The recent case of Lea v Ward acts as a reminder to developers and land owners of the pitfalls of interfering or obstructing with rights of way. If not considered early in the development process, interfering with rights of way can cause delays and unnecessary distractions. Dealing with rights of way early in the development process will minimise the risk of a major complication later down the line.


This case centred on a claim brought by Mr Lea against Mr Ward in relation to the existence and width of a right of way over Mr Ward’s neighbouring land in Shropshire. The right of way was granted by a deed in 1979 in favour of land in the current ownership of Mr Lea. The right of way in the deed was worded: ‘a similar right of way over the track or way along the south-westerly side of enclosure number 4362 that is to say between the said point D and the point marked F on the said plan’. However, the plan did not accurately identify points marked D and F. Similarly, the plan did not show any scales so it did not accurately indicate the width of the right of way.

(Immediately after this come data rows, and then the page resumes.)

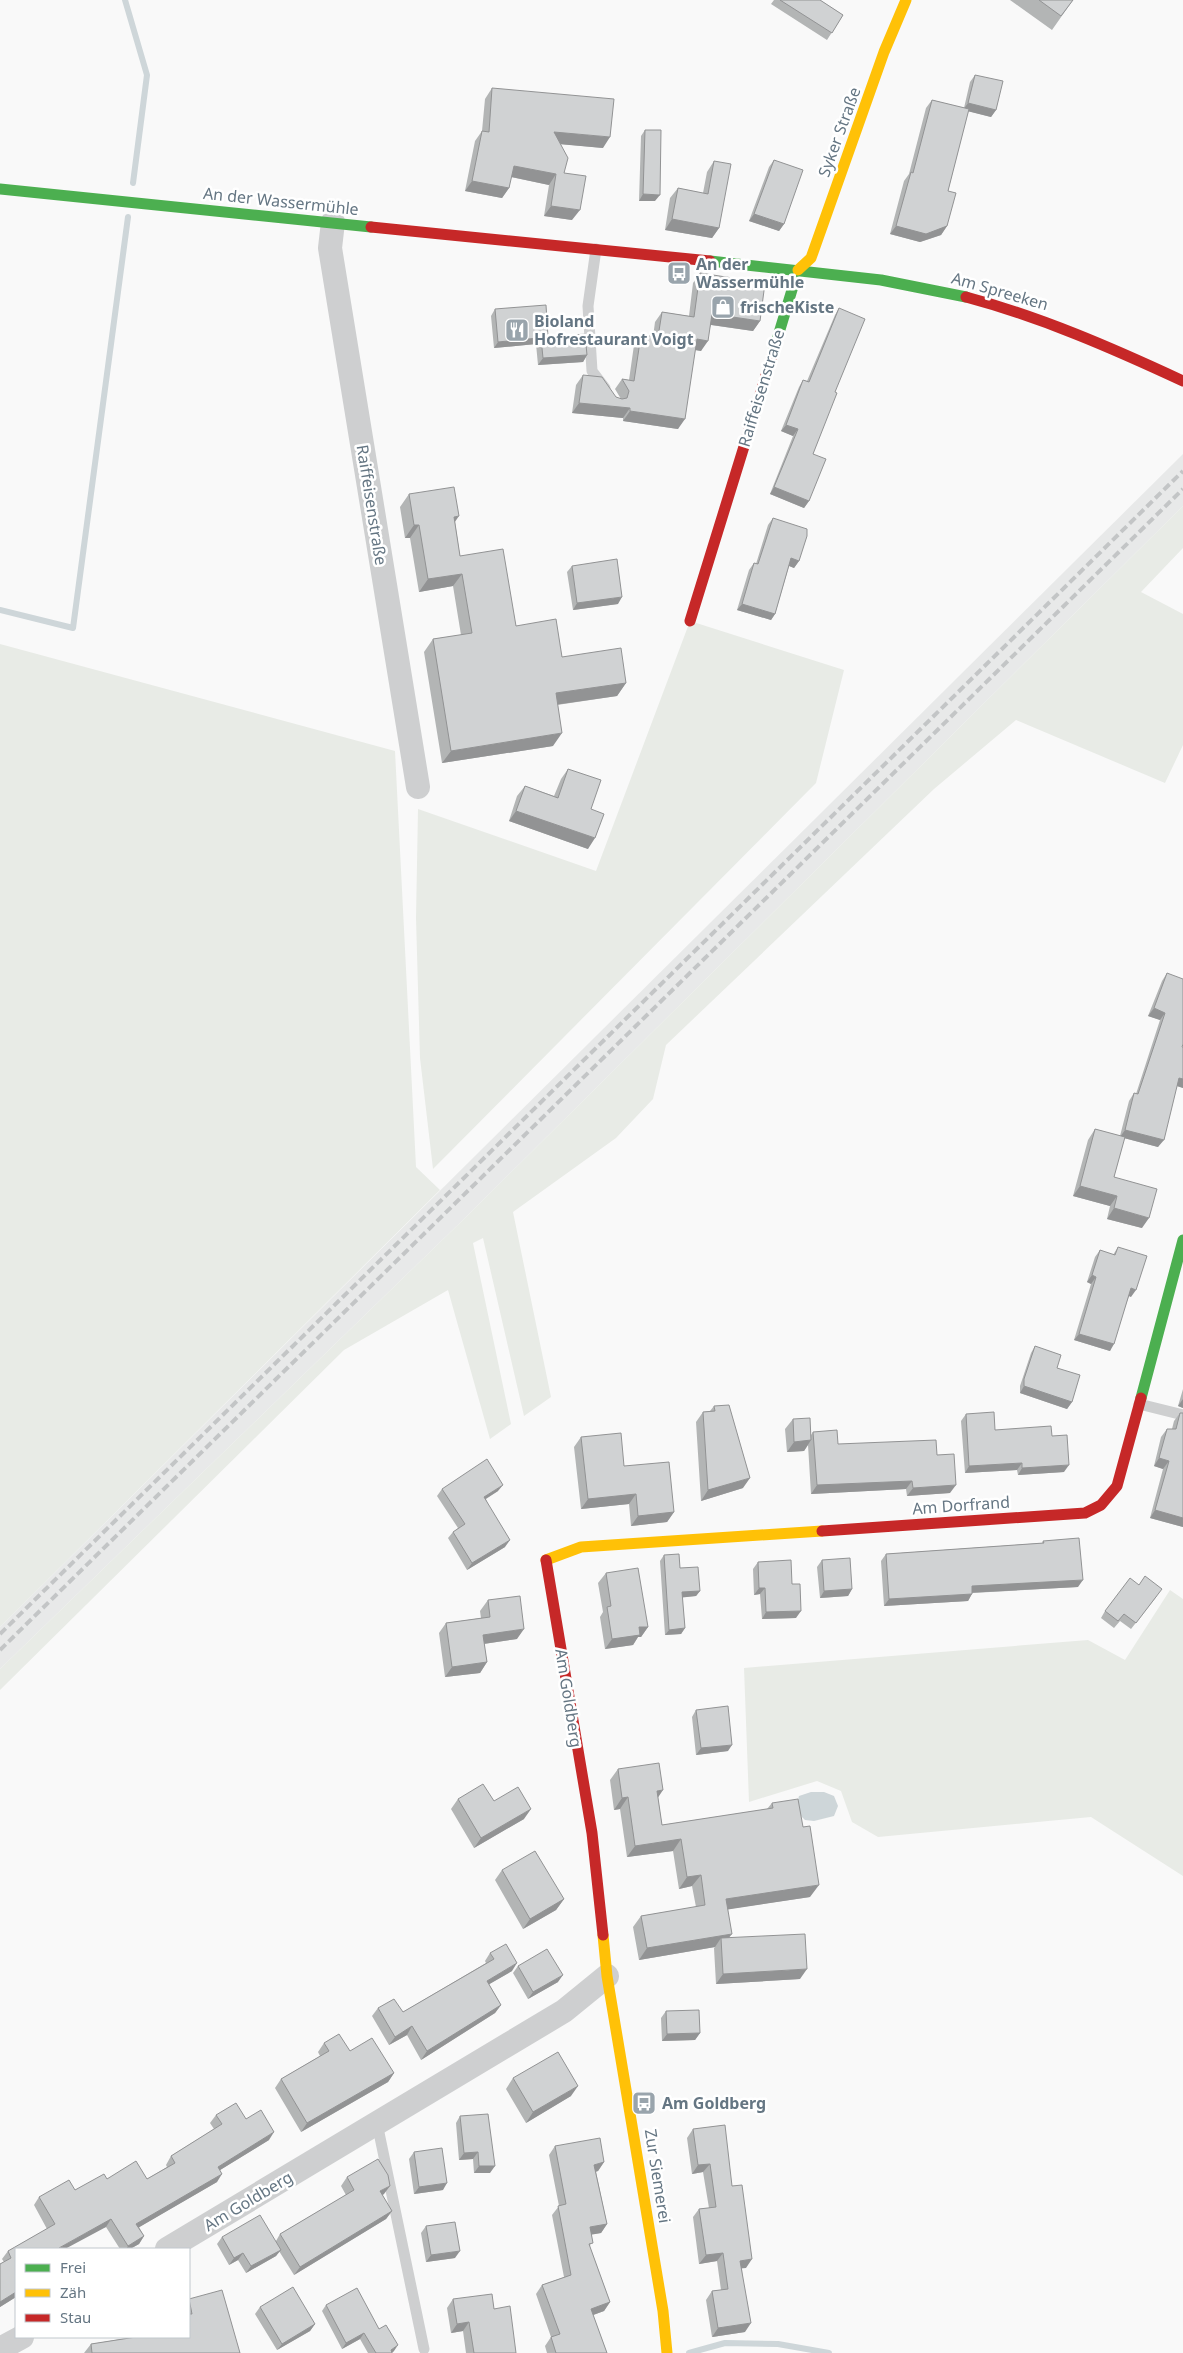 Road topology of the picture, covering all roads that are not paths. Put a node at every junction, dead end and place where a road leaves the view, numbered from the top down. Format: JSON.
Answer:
{"nodes":[{"id":1,"x":906,"y":0,"type":"edge"},
{"id":2,"x":0,"y":189,"type":"edge"},
{"id":3,"x":333,"y":222,"type":"junction"},
{"id":4,"x":596,"y":249,"type":"junction"},
{"id":5,"x":798,"y":270,"type":"junction"},
{"id":6,"x":1183,"y":382,"type":"edge"},
{"id":7,"x":609,"y":394,"type":"edge"},
{"id":8,"x":690,"y":621,"type":"dead end"},
{"id":9,"x":418,"y":787,"type":"dead end"},
{"id":10,"x":1183,"y":1240,"type":"edge"},
{"id":11,"x":1176,"y":1288,"type":"edge"},
{"id":12,"x":1139,"y":1404,"type":"junction"},
{"id":13,"x":1183,"y":1415,"type":"edge"},
{"id":14,"x":546,"y":1560,"type":"joint"},
{"id":15,"x":606,"y":1976,"type":"junction"},
{"id":16,"x":377,"y":2123,"type":"junction"},
{"id":17,"x":169,"y":2248,"type":"edge"},
{"id":18,"x":20,"y":2338,"type":"edge"},
{"id":19,"x":0,"y":2349,"type":"edge"},
{"id":20,"x":424,"y":2349,"type":"dead end"},
{"id":21,"x":667,"y":2353,"type":"edge"}],
"edges":[{"from":1,"to":5,"type":"street","name":"Syker Straße"},
{"from":2,"to":3,"type":"street","name":"An der Wassermühle"},
{"from":3,"to":4,"type":"street","name":"An der Wassermühle"},
{"from":3,"to":9,"type":"street","name":"Raiffeisenstraße"},
{"from":4,"to":5,"type":"street","name":"An der Wassermühle"},
{"from":4,"to":7,"type":"lane"},
{"from":5,"to":6,"type":"street","name":"Am Spreeken"},
{"from":5,"to":8,"type":"street","name":"Raiffeisenstraße"},
{"from":10,"to":11,"type":"street","name":"Am Dorfrand"},
{"from":11,"to":12,"type":"street","name":"Am Dorfrand"},
{"from":12,"to":13,"type":"lane"},
{"from":12,"to":14,"type":"street","name":"Am Dorfrand"},
{"from":14,"to":15,"type":"street","name":"Am Goldberg"},
{"from":15,"to":16,"type":"street","name":"Am Goldberg"},
{"from":15,"to":21,"type":"street","name":"Zur Siemerei"},
{"from":16,"to":17,"type":"street","name":"Am Goldberg"},
{"from":16,"to":20,"type":"lane"},
{"from":18,"to":19,"type":"street"}]}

Mr Ward obtained planning permission for a residential development and part of the works involved building a temporary fence and permanent walls, which obstructed Mr Lea’s right of way. As a result, Mr Lea sought injunctions and damages for interference of the right of way. Mr Lea’s case was that the grant of the right of way was across the whole strip of land. Mr Ward’s case was that the right of way was only across the part of the land that was a track as at the date of the 1979 Deed.

The main issues the Court had to determine were:

  1. What was the width of the strip of land?
  2. Was the right of way substantially obstructed by the fencing?
  3. Was Mr Lea entitled to damages?
  4. Was Mr Lea entitled to a mandatory injunction to remove physical structures on Mr Ward’s land?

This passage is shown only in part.